# WORKING DATA
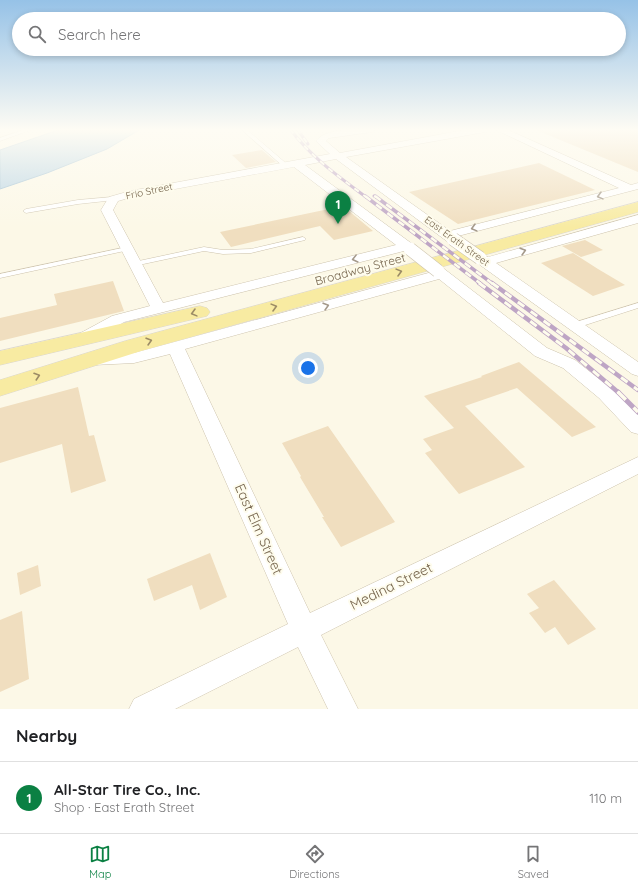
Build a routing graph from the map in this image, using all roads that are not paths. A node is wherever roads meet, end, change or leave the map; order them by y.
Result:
1 (287, 162) edge
2 (306, 162) edge
3 (346, 162) edge
4 (572, 162) edge
5 (291, 165) junction
6 (635, 190) edge
7 (113, 199) junction
8 (638, 207) edge
9 (26, 211) dead end
10 (638, 219) edge
11 (451, 237) junction
12 (303, 239) dead end
13 (408, 247) junction
14 (126, 249) junction
15 (483, 260) junction
16 (134, 264) junction
17 (440, 272) junction
18 (0, 276) edge
19 (638, 305) edge
20 (158, 308) junction
21 (576, 325) junction
22 (176, 348) junction
23 (83, 350) junction
24 (0, 358) edge
25 (638, 370) edge
26 (0, 388) edge
27 (638, 427) edge
28 (638, 465) edge
29 (304, 629) junction
30 (144, 709) edge
31 (343, 709) edge

1 - 5 lane
2 - 5 street, Frio Street
3 - 11 street, East Erath Street
4 - 6 street
5 - 7 street, Frio Street
5 - 13 street
6 -> 11 street
6 -> 23 main road, Broadway Street
7 - 9 lane, Frio Street
7 - 14 street
23 -> 8 main road, Broadway Street
15 -> 10 street
11 - 15 street, East Erath Street, bridge
12 - 16 lane
13 - 17 street, bridge
13 -> 20 street, Broadway Street
14 - 16 street
14 - 18 lane
15 - 21 street, East Erath Street
16 - 20 street
22 -> 17 street, Broadway Street
17 - 27 street
19 - 21 lane
20 - 23 street, Broadway Street
21 - 25 street, East Erath Street
22 - 23 street, Broadway Street
22 - 29 street, East Elm Street
23 - 24 main road, Broadway Street
26 -> 23 main road, Broadway Street
28 - 29 street, Medina Street
29 - 30 street, Medina Street
29 - 31 street, East Elm Street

# HOW TO COMPLETE THIS TASK
Scan the data above; copy every line where "lane" appears.

# ANSWER FOR THIS EXERCISE
1 - 5 lane
7 - 9 lane, Frio Street
12 - 16 lane
14 - 18 lane
19 - 21 lane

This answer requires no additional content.